## TASK
Write out the whole listing exactly; no images belong in it.

## RECORDS SUPPLIED
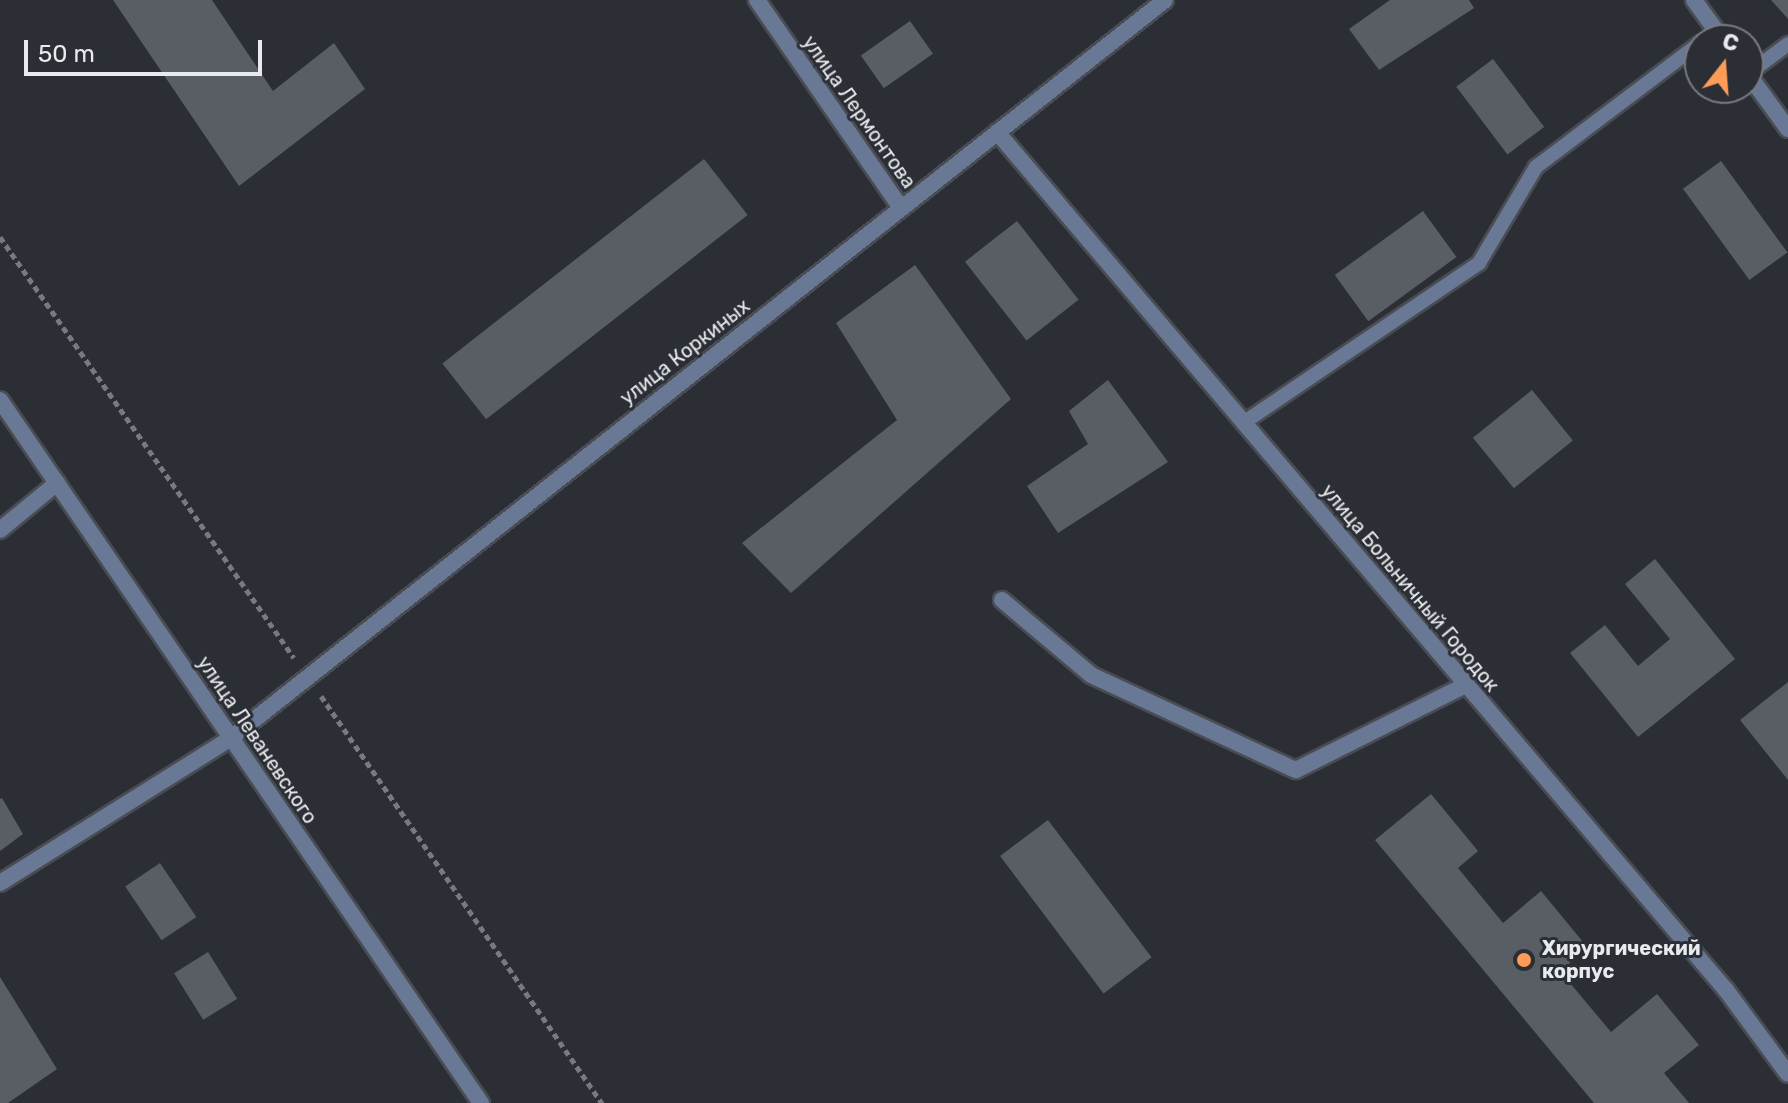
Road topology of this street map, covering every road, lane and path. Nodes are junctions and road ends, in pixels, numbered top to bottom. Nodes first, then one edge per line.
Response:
1 (757, 0) edge
2 (1165, 0) edge
3 (1694, 0) edge
4 (1705, 24) edge
5 (1788, 44) edge
6 (1684, 58) edge
7 (1764, 62) edge
8 (1764, 96) edge
9 (1788, 129) edge
10 (997, 132) junction
11 (901, 208) junction
12 (0, 400) edge
13 (1243, 423) junction
14 (57, 483) junction
15 (0, 530) edge
16 (1002, 600) dead end
17 (1466, 685) junction
18 (231, 738) junction
19 (0, 883) edge
20 (1788, 1074) edge
21 (481, 1103) edge

1 - 11 street, улица Лермонтова
2 - 10 street, улица Коркиных
3 - 4 street
5 - 7 lane
6 - 13 lane
8 - 9 street
10 - 11 street, улица Коркиных
10 - 13 street, улица Больничный Городок
11 - 18 street, улица Коркиных
12 - 14 street, улица Леваневского
13 - 17 street, улица Больничный Городок
14 - 15 street
14 - 18 street, улица Леваневского
16 - 17 street
17 - 20 street, улица Больничный Городок
18 - 19 street, улица Коркиных
18 - 21 street, улица Леваневского

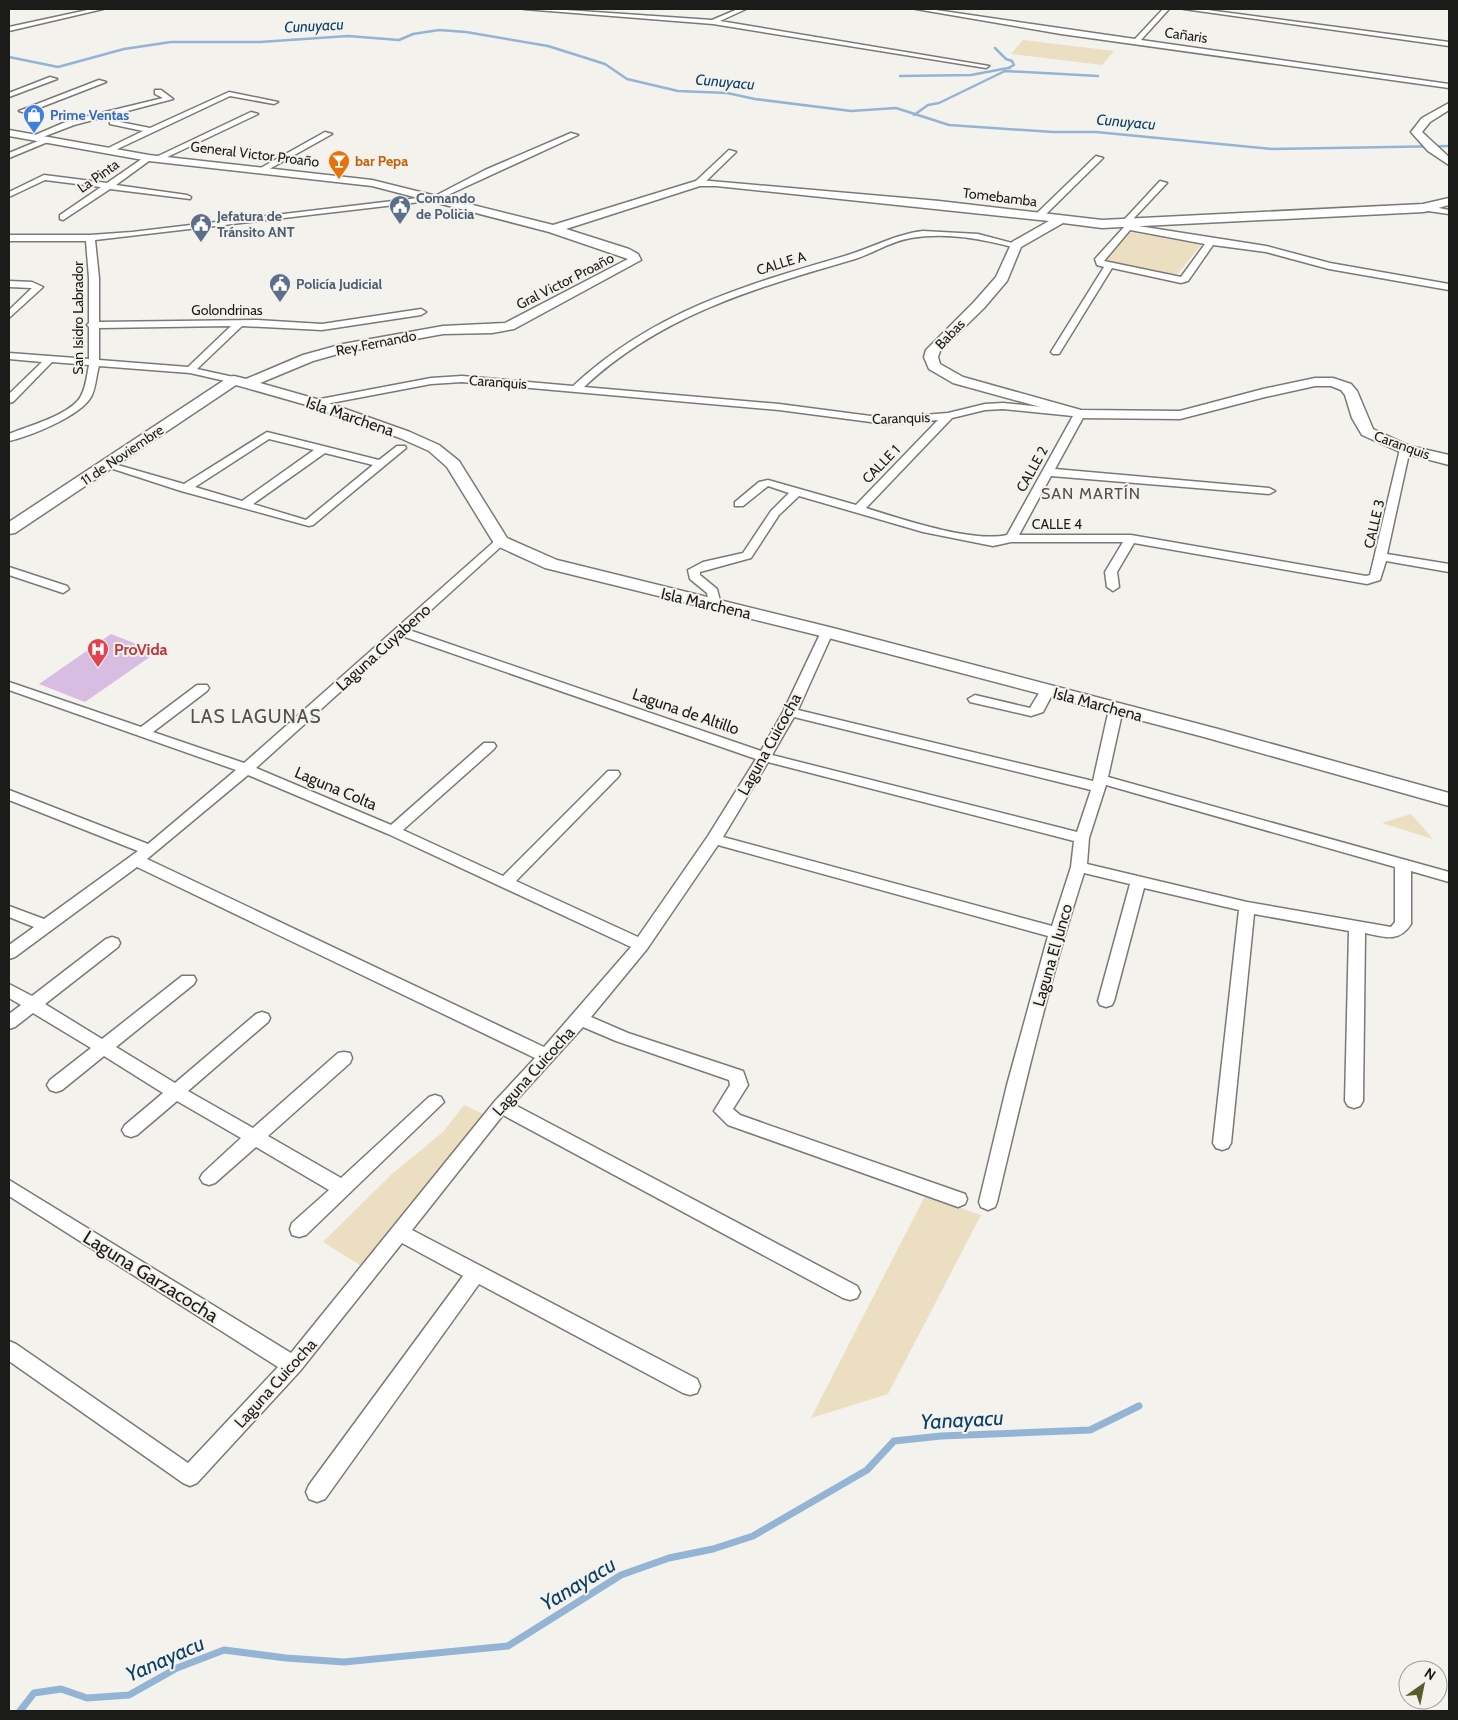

## SOLUTION FOR THIS EXERCISE
Road topology of this street map, covering every road, lane and path. Nodes are junctions and road ends, in pixels, numbered top to bottom. Nodes first, then one edge per line.
Response:
1 (757, 0) edge
2 (1165, 0) edge
3 (1694, 0) edge
4 (1705, 24) edge
5 (1788, 44) edge
6 (1684, 58) edge
7 (1764, 62) edge
8 (1764, 96) edge
9 (1788, 129) edge
10 (997, 132) junction
11 (901, 208) junction
12 (0, 400) edge
13 (1243, 423) junction
14 (57, 483) junction
15 (0, 530) edge
16 (1002, 600) dead end
17 (1466, 685) junction
18 (231, 738) junction
19 (0, 883) edge
20 (1788, 1074) edge
21 (481, 1103) edge

1 - 11 street, улица Лермонтова
2 - 10 street, улица Коркиных
3 - 4 street
5 - 7 lane
6 - 13 lane
8 - 9 street
10 - 11 street, улица Коркиных
10 - 13 street, улица Больничный Городок
11 - 18 street, улица Коркиных
12 - 14 street, улица Леваневского
13 - 17 street, улица Больничный Городок
14 - 15 street
14 - 18 street, улица Леваневского
16 - 17 street
17 - 20 street, улица Больничный Городок
18 - 19 street, улица Коркиных
18 - 21 street, улица Леваневского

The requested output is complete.